Face à ces aléas environnementaux, certains partisans du véhicule autonome proposent une inversion de la responsabilité. Ainsi, ce ne seraient plus  seulement les véhicules qui seraient capables de s’adapter à l’environnement, mais l’environnement qui devrait s’adapter au véhicule, en étant plus prévisible et maîtrisable. La Smart City, bardée de capteurs et d’objets communicants, apparaît ainsi comme le complément du véhicule autonome. Les piétons pourraient être munis de puces RFID facilitant leur identification, voir régulés dans leurs déplacement par des systèmes de cages, à la manière de ce qui se passe dans certains métros. Mais la promesse ne revient-elle pas alors à réinventer des transports en site propre, sur le modèle du ferroviaire, où les voies sont protégées au maximum de l’aléa et où les trains autonomes ont déjà fait leurs preuves.

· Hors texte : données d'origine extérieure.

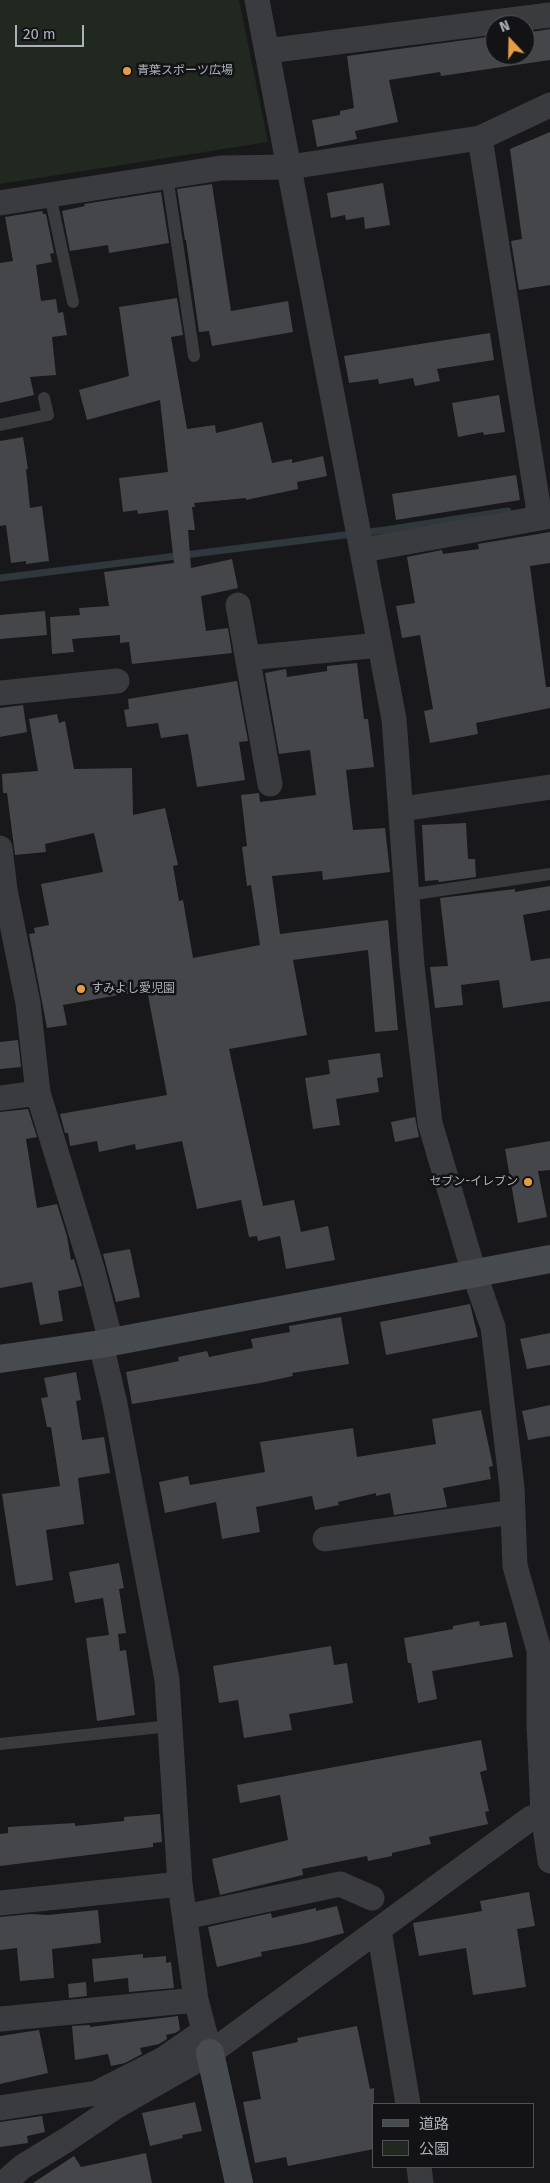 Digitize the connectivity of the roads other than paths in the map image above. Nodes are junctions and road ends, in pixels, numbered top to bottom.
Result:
1 (257, 0) edge
2 (550, 14) edge
3 (267, 51) junction
4 (550, 105) edge
5 (480, 138) junction
6 (290, 166) junction
7 (167, 176) junction
8 (50, 195) junction
9 (0, 203) edge
10 (73, 302) dead end
11 (194, 356) dead end
12 (44, 398) dead end
13 (0, 426) edge
14 (545, 517) edge
15 (360, 540) junction
16 (238, 605) dead end
17 (380, 645) junction
18 (248, 658) junction
19 (117, 681) dead end
20 (0, 693) edge
21 (270, 784) dead end
22 (550, 787) edge
23 (402, 809) junction
24 (0, 850) edge
25 (550, 874) edge
26 (408, 895) junction
27 (9, 950) edge
28 (38, 1093) junction
29 (0, 1098) edge
30 (550, 1259) edge
31 (474, 1273) junction
32 (106, 1343) junction
33 (0, 1360) edge
34 (513, 1512) junction
35 (325, 1539) dead end
36 (542, 1628) edge
37 (170, 1726) junction
38 (0, 1744) edge
39 (543, 1814) junction
40 (550, 1861) edge
41 (180, 1884) junction
42 (372, 1898) dead end
43 (0, 1902) edge
44 (185, 1917) junction
45 (379, 1930) junction
46 (196, 2000) junction
47 (0, 2019) edge
48 (207, 2042) junction
49 (408, 2103) edge
50 (0, 2108) edge
51 (419, 2168) edge
52 (4, 2183) edge
53 (239, 2183) edge
54 (421, 2183) edge

1 - 3 street
2 - 3 street
3 - 6 street
4 - 5 street
5 - 6 street
5 - 14 street
6 - 7 street
6 - 15 street
7 - 8 street
7 - 11 lane
8 - 9 street
8 - 10 lane
12 - 13 lane
14 - 15 street
15 - 17 street
16 - 18 street
17 - 18 street
17 - 23 street
18 - 21 street
19 - 20 street
22 - 23 street
23 - 26 street
24 - 27 street
25 - 26 lane
26 - 31 street
27 - 28 street
28 - 29 street
28 - 32 street
30 - 31 street
31 - 32 street
31 - 34 street
32 - 33 street
32 - 37 street
34 - 35 street
34 - 36 street
36 - 39 street
37 - 38 lane
37 - 41 street
39 - 40 street
39 - 45 street
41 - 43 street
41 - 44 street
42 - 44 street
44 - 46 street
45 - 48 street
45 - 49 street
46 - 47 street
46 - 48 street
48 - 50 street
48 - 52 street
48 - 53 street
51 - 54 street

L’acceptation sociale (le problème de l’humain)

Le bagage de promesses que transporte l’expression de “voiture autonome” constitue une représentation idéaliste et erronée de l’état de la technologie actuelle, causant paradoxalement ainsi un frein majeur au développement de cette technologie.

L’idéalisation de la technologie installe ainsi  une exigence de perfection impossible à satisfaire. Dès lors, il ne devient plus admissible qu’une voiture autonome soit impliquée dans quelconque accident puisqu’il s’agit d’un algorithme dont les capacités décisionnelles de conduites doivent être supérieures aux capacités humaines. A cette dimension  de sécurité  s’ajoute la défiance légitime des populations. Améliorer les systèmes de conduites automatique nécessite une grande quantité et diversité de données, et donc une conduite dans divers lieux. Or, compte tenue de la dangerosité potentielle des véhicules, certaines populations, mais aussi certains gouvernements,tel le Japon, refusent ou limitent drastiquement la circulation de ces véhicules. C’est pour ces raisons que des habitants d’Arizona s’en sont pris avec véhémence aux véhicules de Waymo, une entreprise de Google, refusant de faire les frais d’un “beta test” grandeur nature[9].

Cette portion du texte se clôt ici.